**WHAT THE TASK REQUIRES**
The answer must consist solely of the lines from the one containing "thumb cmc: (75, 124)" to the end of the entries below, repeated exactly.

**EXERCISE INPUTS**
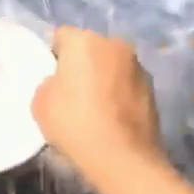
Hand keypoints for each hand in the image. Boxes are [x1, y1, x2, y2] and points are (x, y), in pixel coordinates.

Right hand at [32, 28, 166, 193]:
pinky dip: (118, 93)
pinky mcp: (152, 88)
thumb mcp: (40, 103)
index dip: (53, 55)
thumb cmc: (75, 124)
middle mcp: (114, 44)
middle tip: (70, 92)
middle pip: (90, 48)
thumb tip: (60, 83)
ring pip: (110, 65)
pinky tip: (111, 117)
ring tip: (93, 107)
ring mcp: (137, 65)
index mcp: (84, 41)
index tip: (50, 78)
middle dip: (80, 64)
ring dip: (102, 77)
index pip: (61, 36)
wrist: (122, 158)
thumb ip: (48, 83)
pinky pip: (125, 83)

**PROBLEM SOLUTION**
thumb cmc: (75, 124)
middle mcp: (114, 44)
middle tip: (70, 92)
middle pip: (90, 48)
thumb tip: (60, 83)
ring pip: (110, 65)
pinky tip: (111, 117)
ring tip: (93, 107)
ring mcp: (137, 65)
index mcp: (84, 41)
index tip: (50, 78)
middle dip: (80, 64)
ring dip: (102, 77)
index pip: (61, 36)
wrist: (122, 158)
thumb ip: (48, 83)
pinky pip: (125, 83)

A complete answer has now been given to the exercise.